→ **WORK ORDER**
Write out each line of the records that has "canvas" in it.

[Extracted records]
━━━━

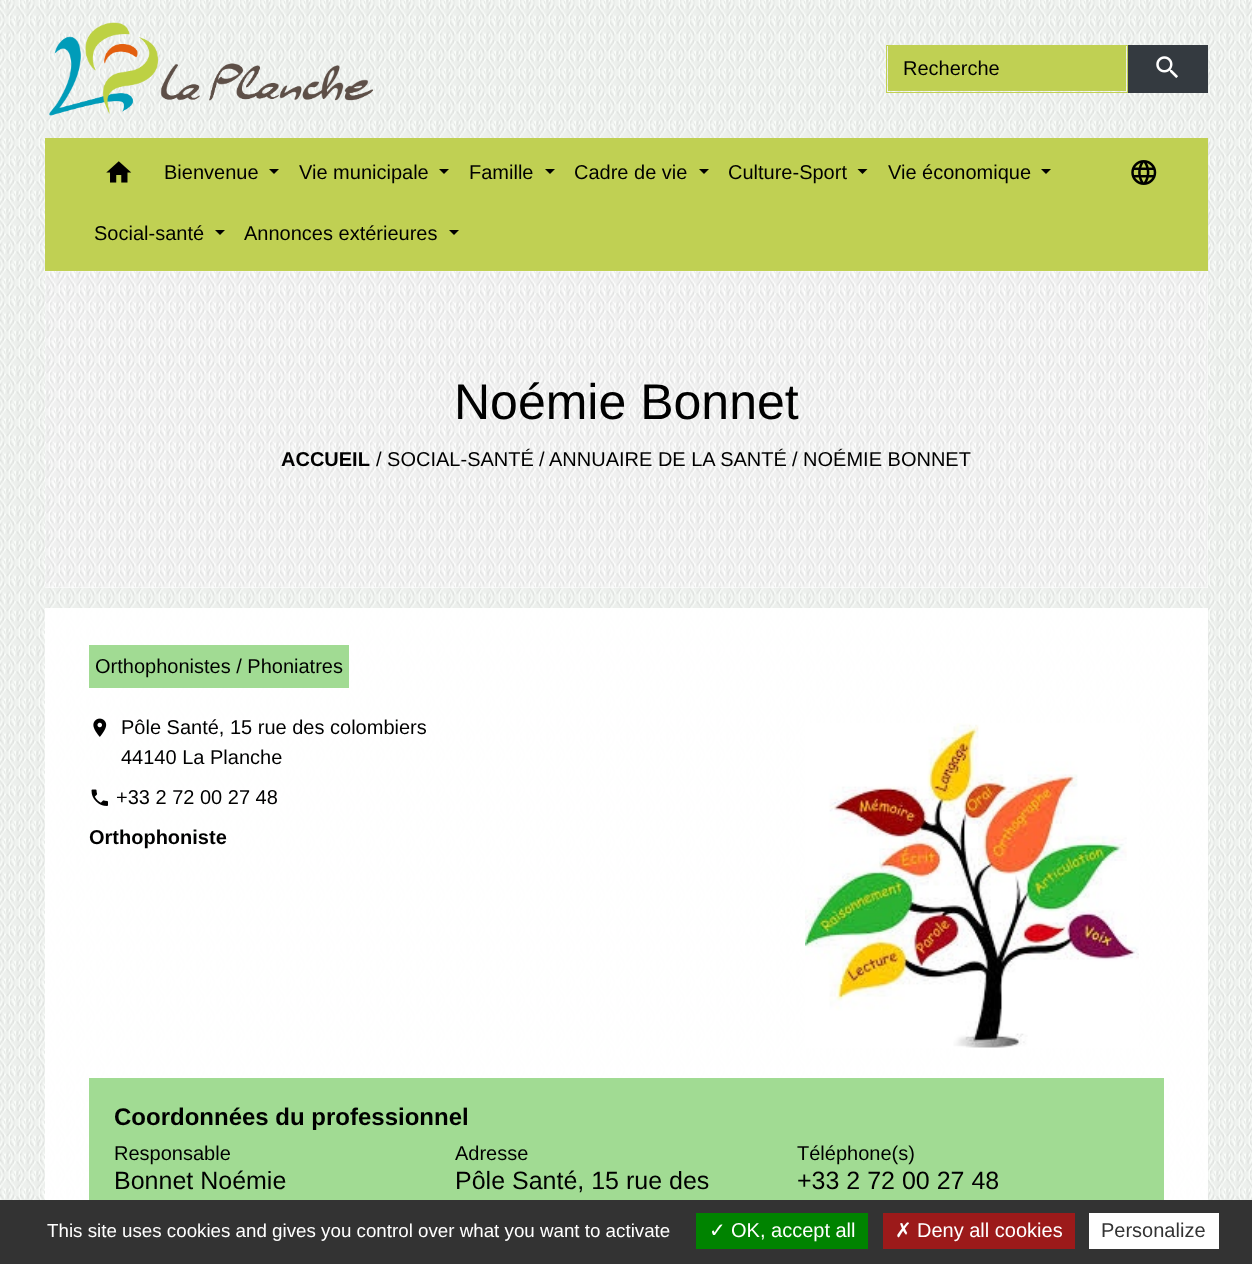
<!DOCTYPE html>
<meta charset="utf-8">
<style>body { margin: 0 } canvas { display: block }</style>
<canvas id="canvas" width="1252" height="1264"></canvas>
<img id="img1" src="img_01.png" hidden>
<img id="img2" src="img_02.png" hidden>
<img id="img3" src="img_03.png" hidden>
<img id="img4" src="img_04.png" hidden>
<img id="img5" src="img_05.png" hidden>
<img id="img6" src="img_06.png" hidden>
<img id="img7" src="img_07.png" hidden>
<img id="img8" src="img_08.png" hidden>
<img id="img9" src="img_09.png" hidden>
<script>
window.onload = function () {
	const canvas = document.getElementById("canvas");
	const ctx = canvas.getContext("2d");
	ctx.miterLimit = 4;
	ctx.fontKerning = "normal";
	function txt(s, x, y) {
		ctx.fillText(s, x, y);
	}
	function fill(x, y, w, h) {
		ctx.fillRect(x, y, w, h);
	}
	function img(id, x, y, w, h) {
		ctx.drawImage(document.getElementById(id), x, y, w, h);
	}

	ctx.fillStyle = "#FBFEFB";
	fill(0, 0, 1252, 1264);
	img("img1", 0, 0, 1252, 1200);
	img("img2", 49, 22, 325, 94);
	ctx.fillStyle = "#C0D053";
	fill(888, 46, 238, 45);
	ctx.strokeStyle = "#C0D053";
	ctx.strokeRect(886.5, 45.5, 241, 47);
	ctx.fillStyle = "#343A40";
	fill(1128, 45, 80, 48);
	img("img3", 1156, 56, 22, 22);
	ctx.fillStyle = "#C0D053";
	fill(45, 138, 1163, 133);
	img("img4", 106, 161, 26, 22);
	ctx.fillStyle = "#000000";
	ctx.beginPath();
	ctx.moveTo(269, 169);
	ctx.lineTo(279, 169);
	ctx.lineTo(274, 174);
	ctx.closePath();
	ctx.fill();
	ctx.beginPath();
	ctx.moveTo(439, 169);
	ctx.lineTo(449, 169);
	ctx.lineTo(444, 174);
	ctx.closePath();
	ctx.fill();
	ctx.beginPath();
	ctx.moveTo(545, 169);
	ctx.lineTo(555, 169);
	ctx.lineTo(550, 174);
	ctx.closePath();
	ctx.fill();
	ctx.beginPath();
	ctx.moveTo(699, 169);
	ctx.lineTo(709, 169);
	ctx.lineTo(704, 174);
	ctx.closePath();
	ctx.fill();
	ctx.beginPath();
	ctx.moveTo(857.5, 169);
	ctx.lineTo(867.5, 169);
	ctx.lineTo(862.5, 174);
	ctx.closePath();
	ctx.fill();
	ctx.beginPath();
	ctx.moveTo(1041, 169);
	ctx.lineTo(1051, 169);
	ctx.lineTo(1046, 174);
	ctx.closePath();
	ctx.fill();
	ctx.beginPath();
	ctx.moveTo(215, 230);
	ctx.lineTo(225, 230);
	ctx.lineTo(220, 235);
	ctx.closePath();
	ctx.fill();
	ctx.beginPath();
	ctx.moveTo(449, 230);
	ctx.lineTo(459, 230);
	ctx.lineTo(454, 235);
	ctx.closePath();
	ctx.fill();
	img("img5", 1131, 160, 26, 25);
	ctx.fillStyle = "rgba(255, 255, 255, 0.95)";
	fill(45, 271, 1163, 317);
	img("img6", 45, 271, 1163, 317);
	fill(45, 608, 1163, 592);
	ctx.fillStyle = "#A1DB93";
	fill(89, 645, 260, 43);
	img("img7", 93, 718, 14, 19);
	img("img8", 91, 789, 17, 17);
	img("img9", 805, 723, 334, 325);
	fill(89, 1078, 1075, 122);
	ctx.fillStyle = "#333333";
	fill(0, 1200, 1252, 64);
	ctx.fillStyle = "#008300";
	fill(696, 1213, 172, 36);
	ctx.fillStyle = "#9C1A1A";
	fill(883, 1213, 192, 36);
	ctx.fillStyle = "#FFFFFF";
	fill(1089, 1213, 130, 36);
	ctx.font = "20px Liberation Sans";
	ctx.fillStyle = "#000000";
	txt("Recherche", 903, 75);
	txt("Bienvenue", 164, 179);
	txt("Vie municipale", 299, 179);
	txt("Famille", 469, 179);
	txt("Cadre de vie", 574, 179);
	txt("Culture-Sport", 728, 179);
	txt("Vie économique", 888, 179);
	txt("Social-santé", 94, 240);
	txt("Annonces extérieures", 244, 240);
	ctx.font = "50px Liberation Sans";
	txt("Noémie Bonnet", 454, 419);
	ctx.font = "bold 20px Liberation Sans";
	txt("ACCUEIL", 281, 466);
	ctx.font = "20px Liberation Sans";
	txt("/ SOCIAL-SANTÉ", 376, 466);
	txt("/", 539, 466);
	txt("ANNUAIRE DE LA SANTÉ", 549, 466);
	txt("/ NOÉMIE BONNET", 792, 466);
	txt("Orthophonistes / Phoniatres", 95, 673);
	txt("Pôle Santé, 15 rue des colombiers", 121, 734);
	txt("44140 La Planche", 121, 764);
	txt("+33 2 72 00 27 48", 116, 804);
	ctx.font = "bold 20px Liberation Sans";
	txt("Orthophoniste", 89, 844);
	ctx.font = "bold 24px Liberation Sans";
	txt("Coordonnées du professionnel", 114, 1125);
	ctx.font = "20px Liberation Sans";
	txt("Responsable", 114, 1160);
	ctx.font = "25px Liberation Sans";
	txt("Bonnet Noémie", 114, 1189);
	ctx.font = "20px Liberation Sans";
	txt("Adresse", 455, 1160);
	ctx.font = "25px Liberation Sans";
	txt("Pôle Santé, 15 rue des", 455, 1189);
	ctx.font = "20px Liberation Sans";
	txt("Téléphone(s)", 797, 1160);
	ctx.font = "25px Liberation Sans";
	txt("+33 2 72 00 27 48", 797, 1189);
	ctx.font = "18.75px Liberation Sans";
	ctx.fillStyle = "#FFFFFF";
	txt("This site uses cookies and gives you control over what you want to activate", 47, 1237);
	ctx.font = "20px DejaVu Sans";
	txt("✓", 709, 1237);
	ctx.font = "20px Liberation Sans";
	txt("OK, accept all", 731, 1237);
	ctx.font = "20px DejaVu Sans";
	txt("✗", 895, 1237);
	ctx.font = "20px Liberation Sans";
	txt("Deny all cookies", 917, 1237);
	ctx.fillStyle = "#333333";
	txt("Personalize", 1101, 1237);
};
</script>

━━━━

→ **REPLY TO THE TASK**
<style>body { margin: 0 } canvas { display: block }</style>
<canvas id="canvas" width="1252" height="1264"></canvas>
	const canvas = document.getElementById("canvas");
	const ctx = canvas.getContext("2d");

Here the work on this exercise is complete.